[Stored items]
..........

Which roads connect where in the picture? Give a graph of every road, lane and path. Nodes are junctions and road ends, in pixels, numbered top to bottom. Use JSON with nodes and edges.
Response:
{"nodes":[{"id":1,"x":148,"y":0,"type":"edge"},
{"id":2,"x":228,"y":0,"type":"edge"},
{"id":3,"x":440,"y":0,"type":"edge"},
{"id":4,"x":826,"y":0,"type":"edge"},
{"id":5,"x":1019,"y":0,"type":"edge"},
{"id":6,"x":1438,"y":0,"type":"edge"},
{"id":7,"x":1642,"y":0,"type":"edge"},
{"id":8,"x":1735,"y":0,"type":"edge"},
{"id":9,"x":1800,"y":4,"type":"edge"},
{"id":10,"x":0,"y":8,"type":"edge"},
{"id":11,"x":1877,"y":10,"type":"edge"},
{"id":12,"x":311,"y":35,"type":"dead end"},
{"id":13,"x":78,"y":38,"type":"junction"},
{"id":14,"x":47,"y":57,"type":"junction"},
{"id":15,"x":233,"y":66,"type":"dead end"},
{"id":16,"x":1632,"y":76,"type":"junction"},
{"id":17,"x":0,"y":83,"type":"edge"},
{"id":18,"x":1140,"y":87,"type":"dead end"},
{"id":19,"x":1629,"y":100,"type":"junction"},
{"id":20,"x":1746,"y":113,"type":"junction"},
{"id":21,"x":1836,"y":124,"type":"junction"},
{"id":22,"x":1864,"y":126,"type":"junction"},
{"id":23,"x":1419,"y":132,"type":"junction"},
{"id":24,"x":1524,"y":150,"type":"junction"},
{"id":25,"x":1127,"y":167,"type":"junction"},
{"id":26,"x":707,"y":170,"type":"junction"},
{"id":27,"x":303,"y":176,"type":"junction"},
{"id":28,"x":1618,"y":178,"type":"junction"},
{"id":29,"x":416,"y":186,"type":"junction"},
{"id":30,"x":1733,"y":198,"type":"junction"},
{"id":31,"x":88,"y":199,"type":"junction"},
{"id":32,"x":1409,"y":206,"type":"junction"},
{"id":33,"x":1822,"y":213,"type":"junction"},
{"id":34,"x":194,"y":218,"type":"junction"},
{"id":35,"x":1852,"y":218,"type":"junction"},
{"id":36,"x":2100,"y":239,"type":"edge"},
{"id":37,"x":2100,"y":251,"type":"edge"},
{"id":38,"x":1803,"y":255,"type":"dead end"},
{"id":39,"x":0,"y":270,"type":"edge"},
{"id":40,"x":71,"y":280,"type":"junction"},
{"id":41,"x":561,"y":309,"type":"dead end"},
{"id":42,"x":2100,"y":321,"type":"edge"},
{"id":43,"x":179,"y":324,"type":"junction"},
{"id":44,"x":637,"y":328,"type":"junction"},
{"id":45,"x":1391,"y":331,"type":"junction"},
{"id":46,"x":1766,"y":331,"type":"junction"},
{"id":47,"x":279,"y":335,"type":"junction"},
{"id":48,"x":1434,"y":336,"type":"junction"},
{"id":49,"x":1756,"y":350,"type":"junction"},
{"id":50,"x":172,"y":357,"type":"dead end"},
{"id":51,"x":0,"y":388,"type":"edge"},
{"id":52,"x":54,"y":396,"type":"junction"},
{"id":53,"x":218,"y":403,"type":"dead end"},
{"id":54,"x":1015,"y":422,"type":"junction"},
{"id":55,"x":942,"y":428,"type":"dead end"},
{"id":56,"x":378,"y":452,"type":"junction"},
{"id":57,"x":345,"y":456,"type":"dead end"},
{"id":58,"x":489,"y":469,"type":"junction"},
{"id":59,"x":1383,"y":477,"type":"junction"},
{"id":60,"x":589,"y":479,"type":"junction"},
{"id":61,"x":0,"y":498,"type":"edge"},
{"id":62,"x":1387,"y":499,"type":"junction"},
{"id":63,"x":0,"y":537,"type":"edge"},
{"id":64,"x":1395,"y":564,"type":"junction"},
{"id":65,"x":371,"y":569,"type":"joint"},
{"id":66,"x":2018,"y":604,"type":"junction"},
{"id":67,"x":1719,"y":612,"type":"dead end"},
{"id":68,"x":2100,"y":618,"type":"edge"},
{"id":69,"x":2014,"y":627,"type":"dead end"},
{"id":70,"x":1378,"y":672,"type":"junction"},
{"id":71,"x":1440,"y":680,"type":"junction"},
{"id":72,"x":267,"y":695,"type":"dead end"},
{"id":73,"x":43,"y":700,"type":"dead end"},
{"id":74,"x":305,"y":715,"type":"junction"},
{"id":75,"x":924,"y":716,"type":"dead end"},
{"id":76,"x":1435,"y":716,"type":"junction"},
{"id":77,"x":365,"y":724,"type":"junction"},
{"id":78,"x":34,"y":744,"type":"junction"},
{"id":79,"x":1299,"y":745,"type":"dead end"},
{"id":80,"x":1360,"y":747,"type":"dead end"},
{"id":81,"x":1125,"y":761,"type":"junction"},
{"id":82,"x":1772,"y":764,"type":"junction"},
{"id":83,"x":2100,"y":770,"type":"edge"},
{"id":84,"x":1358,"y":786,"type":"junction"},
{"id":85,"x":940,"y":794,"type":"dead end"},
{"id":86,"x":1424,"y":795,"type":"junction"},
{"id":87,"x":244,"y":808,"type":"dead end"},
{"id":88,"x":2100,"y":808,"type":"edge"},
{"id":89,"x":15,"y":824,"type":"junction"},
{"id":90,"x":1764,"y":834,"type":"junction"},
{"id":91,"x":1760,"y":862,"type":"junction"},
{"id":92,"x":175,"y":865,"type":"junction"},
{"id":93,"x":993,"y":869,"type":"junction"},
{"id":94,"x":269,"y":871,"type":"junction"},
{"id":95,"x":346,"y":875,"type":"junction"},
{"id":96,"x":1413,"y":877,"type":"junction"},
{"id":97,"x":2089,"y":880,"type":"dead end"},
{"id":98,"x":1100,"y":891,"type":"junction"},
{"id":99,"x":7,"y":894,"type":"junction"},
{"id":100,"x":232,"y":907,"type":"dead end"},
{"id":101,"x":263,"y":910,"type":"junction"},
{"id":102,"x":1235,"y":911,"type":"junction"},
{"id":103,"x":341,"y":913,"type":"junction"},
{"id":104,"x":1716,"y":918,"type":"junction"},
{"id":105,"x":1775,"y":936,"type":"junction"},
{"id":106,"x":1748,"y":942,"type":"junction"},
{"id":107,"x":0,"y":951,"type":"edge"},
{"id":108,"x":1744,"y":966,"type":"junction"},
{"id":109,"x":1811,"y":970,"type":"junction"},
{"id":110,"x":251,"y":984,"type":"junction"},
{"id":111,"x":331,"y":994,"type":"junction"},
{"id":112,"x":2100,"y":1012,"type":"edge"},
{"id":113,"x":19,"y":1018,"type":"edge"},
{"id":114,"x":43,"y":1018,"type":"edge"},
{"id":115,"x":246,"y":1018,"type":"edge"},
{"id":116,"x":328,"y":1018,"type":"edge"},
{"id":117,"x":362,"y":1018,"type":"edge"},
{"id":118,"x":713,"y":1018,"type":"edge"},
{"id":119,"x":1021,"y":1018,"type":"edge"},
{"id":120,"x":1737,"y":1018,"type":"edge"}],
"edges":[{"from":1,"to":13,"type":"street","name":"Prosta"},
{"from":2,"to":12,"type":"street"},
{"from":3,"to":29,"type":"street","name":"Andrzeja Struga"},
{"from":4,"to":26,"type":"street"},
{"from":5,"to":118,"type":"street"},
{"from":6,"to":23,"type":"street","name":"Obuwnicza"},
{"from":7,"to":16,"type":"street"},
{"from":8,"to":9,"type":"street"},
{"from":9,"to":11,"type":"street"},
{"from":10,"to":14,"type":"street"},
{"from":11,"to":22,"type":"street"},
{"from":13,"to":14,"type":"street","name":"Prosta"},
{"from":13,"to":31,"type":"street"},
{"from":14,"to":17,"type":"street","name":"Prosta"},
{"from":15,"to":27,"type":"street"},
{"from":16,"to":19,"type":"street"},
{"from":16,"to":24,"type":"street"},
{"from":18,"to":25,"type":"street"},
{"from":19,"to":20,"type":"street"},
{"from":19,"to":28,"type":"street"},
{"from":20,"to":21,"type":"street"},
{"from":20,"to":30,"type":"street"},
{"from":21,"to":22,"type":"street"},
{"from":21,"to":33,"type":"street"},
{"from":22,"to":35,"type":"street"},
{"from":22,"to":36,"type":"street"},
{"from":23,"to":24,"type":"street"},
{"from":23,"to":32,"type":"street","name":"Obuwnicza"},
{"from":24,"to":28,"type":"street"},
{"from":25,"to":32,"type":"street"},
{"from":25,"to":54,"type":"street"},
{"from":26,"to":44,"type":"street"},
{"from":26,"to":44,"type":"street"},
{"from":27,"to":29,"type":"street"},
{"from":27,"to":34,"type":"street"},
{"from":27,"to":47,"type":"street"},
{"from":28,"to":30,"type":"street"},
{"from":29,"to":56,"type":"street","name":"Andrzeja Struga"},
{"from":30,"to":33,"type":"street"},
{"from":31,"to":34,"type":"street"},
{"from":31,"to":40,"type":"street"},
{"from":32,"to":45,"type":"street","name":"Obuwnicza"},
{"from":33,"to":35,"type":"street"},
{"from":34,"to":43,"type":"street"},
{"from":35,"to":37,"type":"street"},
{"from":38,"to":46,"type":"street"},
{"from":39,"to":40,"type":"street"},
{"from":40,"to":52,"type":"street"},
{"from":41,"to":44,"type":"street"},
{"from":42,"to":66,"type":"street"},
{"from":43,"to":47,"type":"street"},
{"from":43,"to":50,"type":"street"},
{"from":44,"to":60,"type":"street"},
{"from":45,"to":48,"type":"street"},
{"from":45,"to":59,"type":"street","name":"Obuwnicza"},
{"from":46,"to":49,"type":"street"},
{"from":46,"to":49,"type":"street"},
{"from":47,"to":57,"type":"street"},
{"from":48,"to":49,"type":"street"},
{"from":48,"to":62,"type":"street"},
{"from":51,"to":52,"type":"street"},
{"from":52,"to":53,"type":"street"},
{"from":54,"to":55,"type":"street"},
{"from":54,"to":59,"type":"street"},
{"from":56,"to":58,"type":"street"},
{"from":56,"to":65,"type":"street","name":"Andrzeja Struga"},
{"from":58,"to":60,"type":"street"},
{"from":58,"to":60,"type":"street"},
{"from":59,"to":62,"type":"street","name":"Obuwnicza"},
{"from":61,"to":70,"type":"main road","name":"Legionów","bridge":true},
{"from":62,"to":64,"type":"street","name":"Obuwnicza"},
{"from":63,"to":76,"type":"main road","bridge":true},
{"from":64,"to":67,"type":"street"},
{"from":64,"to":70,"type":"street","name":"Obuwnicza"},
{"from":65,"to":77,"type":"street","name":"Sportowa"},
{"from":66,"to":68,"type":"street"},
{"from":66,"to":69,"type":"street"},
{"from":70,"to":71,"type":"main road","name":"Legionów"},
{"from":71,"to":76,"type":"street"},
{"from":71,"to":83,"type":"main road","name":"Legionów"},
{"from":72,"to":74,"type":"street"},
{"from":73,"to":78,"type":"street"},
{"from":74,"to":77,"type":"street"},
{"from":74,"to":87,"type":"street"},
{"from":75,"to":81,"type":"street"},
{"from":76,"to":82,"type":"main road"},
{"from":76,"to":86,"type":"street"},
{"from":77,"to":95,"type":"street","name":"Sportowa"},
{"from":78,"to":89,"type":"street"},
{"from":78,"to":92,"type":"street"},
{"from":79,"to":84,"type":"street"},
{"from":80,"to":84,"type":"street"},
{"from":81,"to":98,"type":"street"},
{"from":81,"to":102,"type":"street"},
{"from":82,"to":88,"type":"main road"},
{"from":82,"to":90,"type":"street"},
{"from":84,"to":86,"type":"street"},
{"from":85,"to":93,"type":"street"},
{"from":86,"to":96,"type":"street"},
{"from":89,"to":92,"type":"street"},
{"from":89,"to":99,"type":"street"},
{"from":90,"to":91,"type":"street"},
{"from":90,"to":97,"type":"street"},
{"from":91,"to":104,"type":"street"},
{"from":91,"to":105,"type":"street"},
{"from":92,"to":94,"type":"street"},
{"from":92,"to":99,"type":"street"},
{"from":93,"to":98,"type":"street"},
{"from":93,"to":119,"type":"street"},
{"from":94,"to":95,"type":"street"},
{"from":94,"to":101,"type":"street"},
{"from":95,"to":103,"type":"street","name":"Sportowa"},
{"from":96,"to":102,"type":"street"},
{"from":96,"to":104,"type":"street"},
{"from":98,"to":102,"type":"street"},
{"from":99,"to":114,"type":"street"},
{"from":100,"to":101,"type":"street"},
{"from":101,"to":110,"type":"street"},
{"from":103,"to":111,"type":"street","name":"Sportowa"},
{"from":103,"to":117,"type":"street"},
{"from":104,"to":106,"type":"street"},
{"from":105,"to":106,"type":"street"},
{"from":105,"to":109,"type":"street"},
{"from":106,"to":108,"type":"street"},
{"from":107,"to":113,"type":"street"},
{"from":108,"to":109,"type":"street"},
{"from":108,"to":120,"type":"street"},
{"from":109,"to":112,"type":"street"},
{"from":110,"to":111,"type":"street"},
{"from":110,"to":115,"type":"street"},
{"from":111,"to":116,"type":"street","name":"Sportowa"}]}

..........

■ ACTIVITY ■
Only lines with the word "Sportowa" are wanted; pull each of them from the records.

■ ANSWER BOX ■
{"from":65,"to":77,"type":"street","name":"Sportowa"},
{"from":77,"to":95,"type":"street","name":"Sportowa"},
{"from":95,"to":103,"type":"street","name":"Sportowa"},
{"from":103,"to":111,"type":"street","name":"Sportowa"},
{"from":111,"to":116,"type":"street","name":"Sportowa"}]}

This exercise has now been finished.